Cette entreprise innovante, maintenant valorisée à 1 milliard de dollars, s'illustre dans les prêts et emprunts sur blockchain, collaborant avec des leaders comme SG Forge et Coinbase.
Morpho, qui a franchi le cap du milliard de dollars sans lever de fonds, s'affiche aujourd'hui comme une nouvelle Licorne française. Spécialisée dans la finance décentralisée, elle s'est vite fait un nom dans l'univers du prêt et de l'emprunt sur blockchain, en séduisant des fonds d'investissement prestigieux tels qu'Andreessen Horowitz (a16z crypto) et Coinbase Ventures. "La plateforme Morpho permet d'effectuer des prêts et emprunts de cryptomonnaies sans intermédiaire bancaire, via un algorithme optimisant en temps réel les taux d'intérêt", a expliqué le cofondateur Paul Frambot dans une interview avec Le Figaro.
Basée sur le réseau Ethereum, Morpho propose une infrastructure flexible pour le prêt en ligne. "Elle utilise un moteur de matching sophistiqué qui relie directement prêteurs et emprunteurs, maximisant les avantages pour chacun", précise un analyste de Coinshares.

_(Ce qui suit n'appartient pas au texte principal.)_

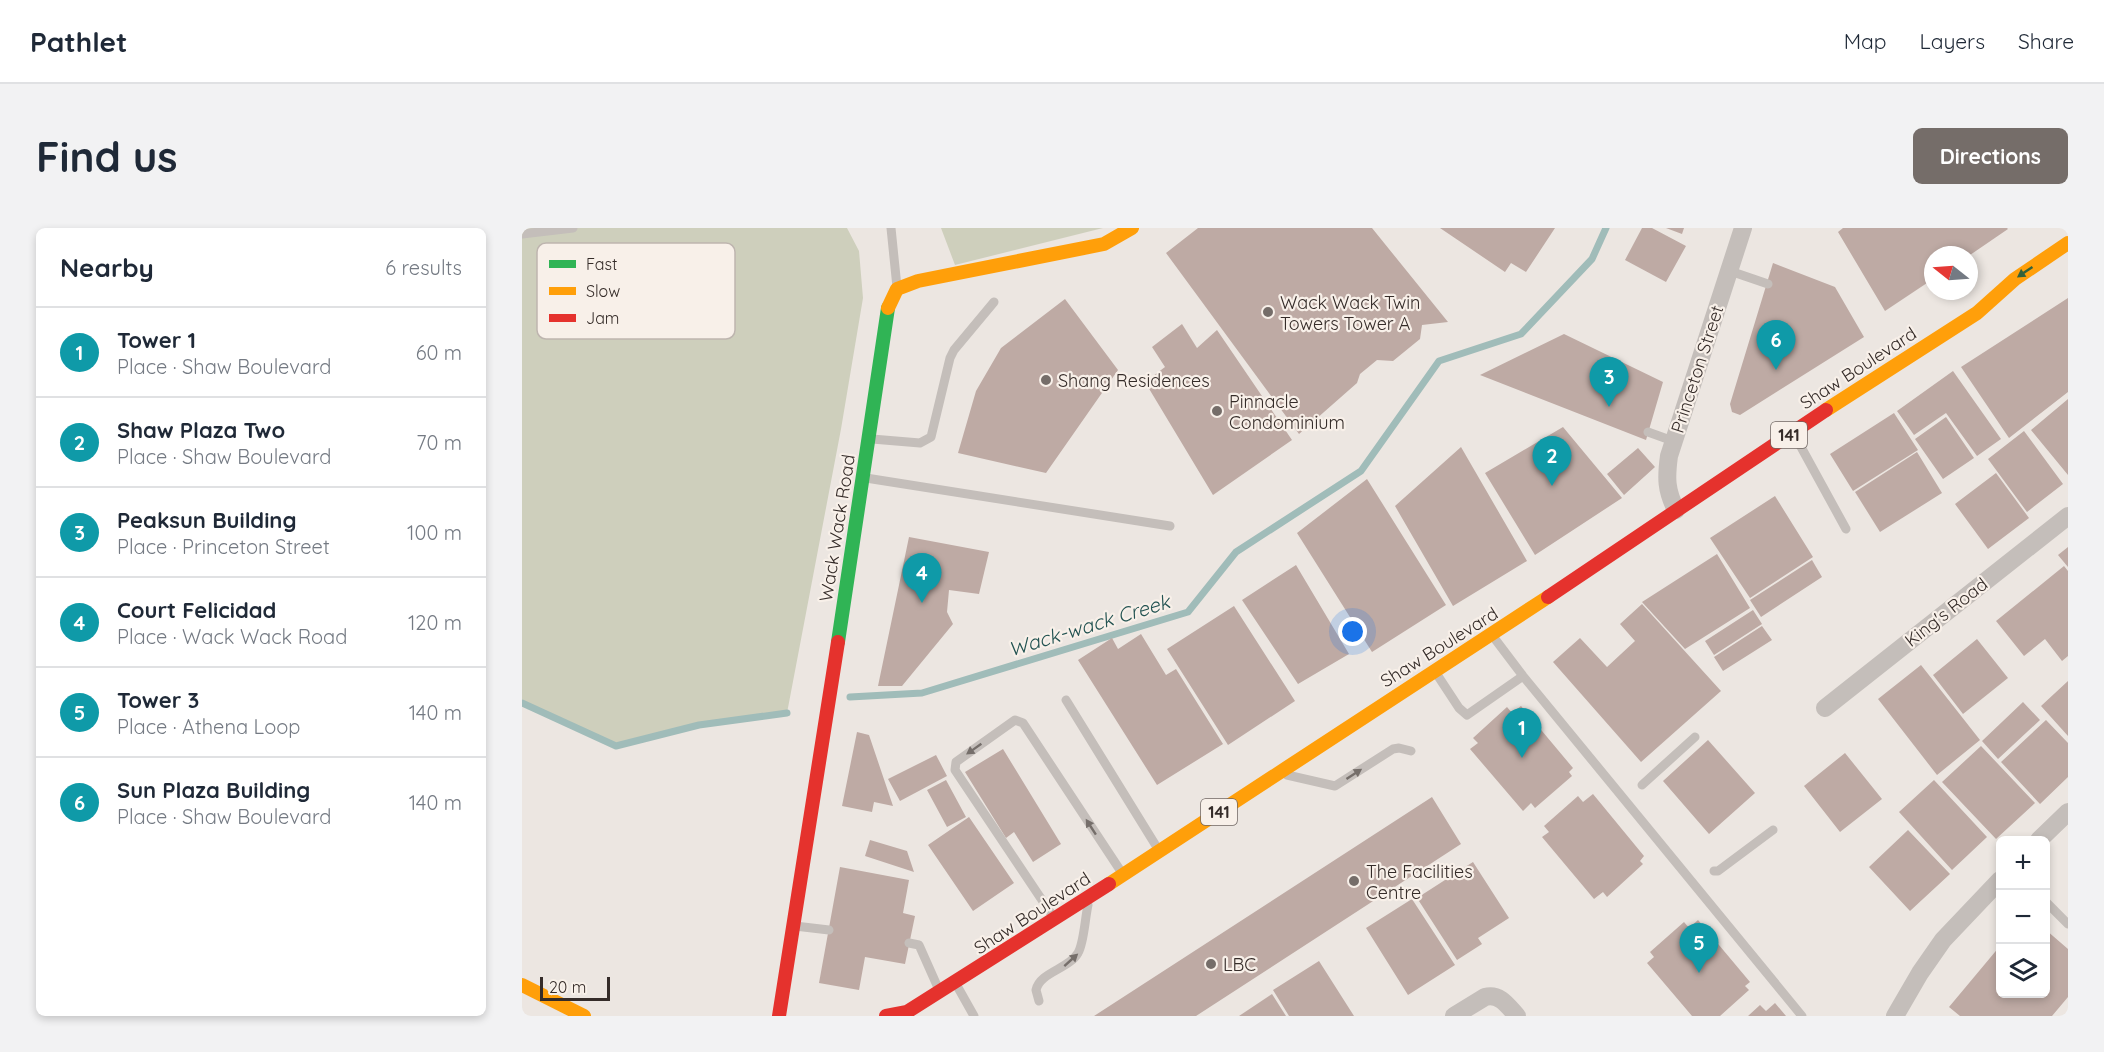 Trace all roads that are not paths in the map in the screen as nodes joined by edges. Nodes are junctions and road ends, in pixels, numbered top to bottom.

La valorisation de la société au-delà du milliard de dollars a été partiellement catalysée par le lancement de son jeton, une méthode de financement largement répandue dans l'écosystème des cryptomonnaies. Des acteurs majeurs tels que Coinbase, Kraken et SG Forge exploitent déjà son infrastructure technique. Ces derniers mois, l'entreprise a signé plusieurs partenariats stratégiques qui lui permettent de s'imposer comme l'une des principales applications de finance décentralisée actuellement. Selon son site, elle revendique près de 12 milliards de dollars de fonds déposés et environ 4,2 milliards de dollars de prêts.
La ministre du Numérique, Anne Le Hénanff, a exprimé sa joie à l'annonce de cette nouvelle Licorne, soulignant que Morpho marque une avancée significative dans la French Tech. "C'est une excellente nouvelle : un leader français de la finance décentralisée franchit un cap important", a-t-elle déclaré dans un post LinkedIn.
Le succès de Morpho est également le fruit du travail acharné de son jeune cofondateur Paul Frambot, qui a réussi à sécuriser un financement en 2022 alors qu'il était encore étudiant en troisième année à Télécom Paris-Polytechnique.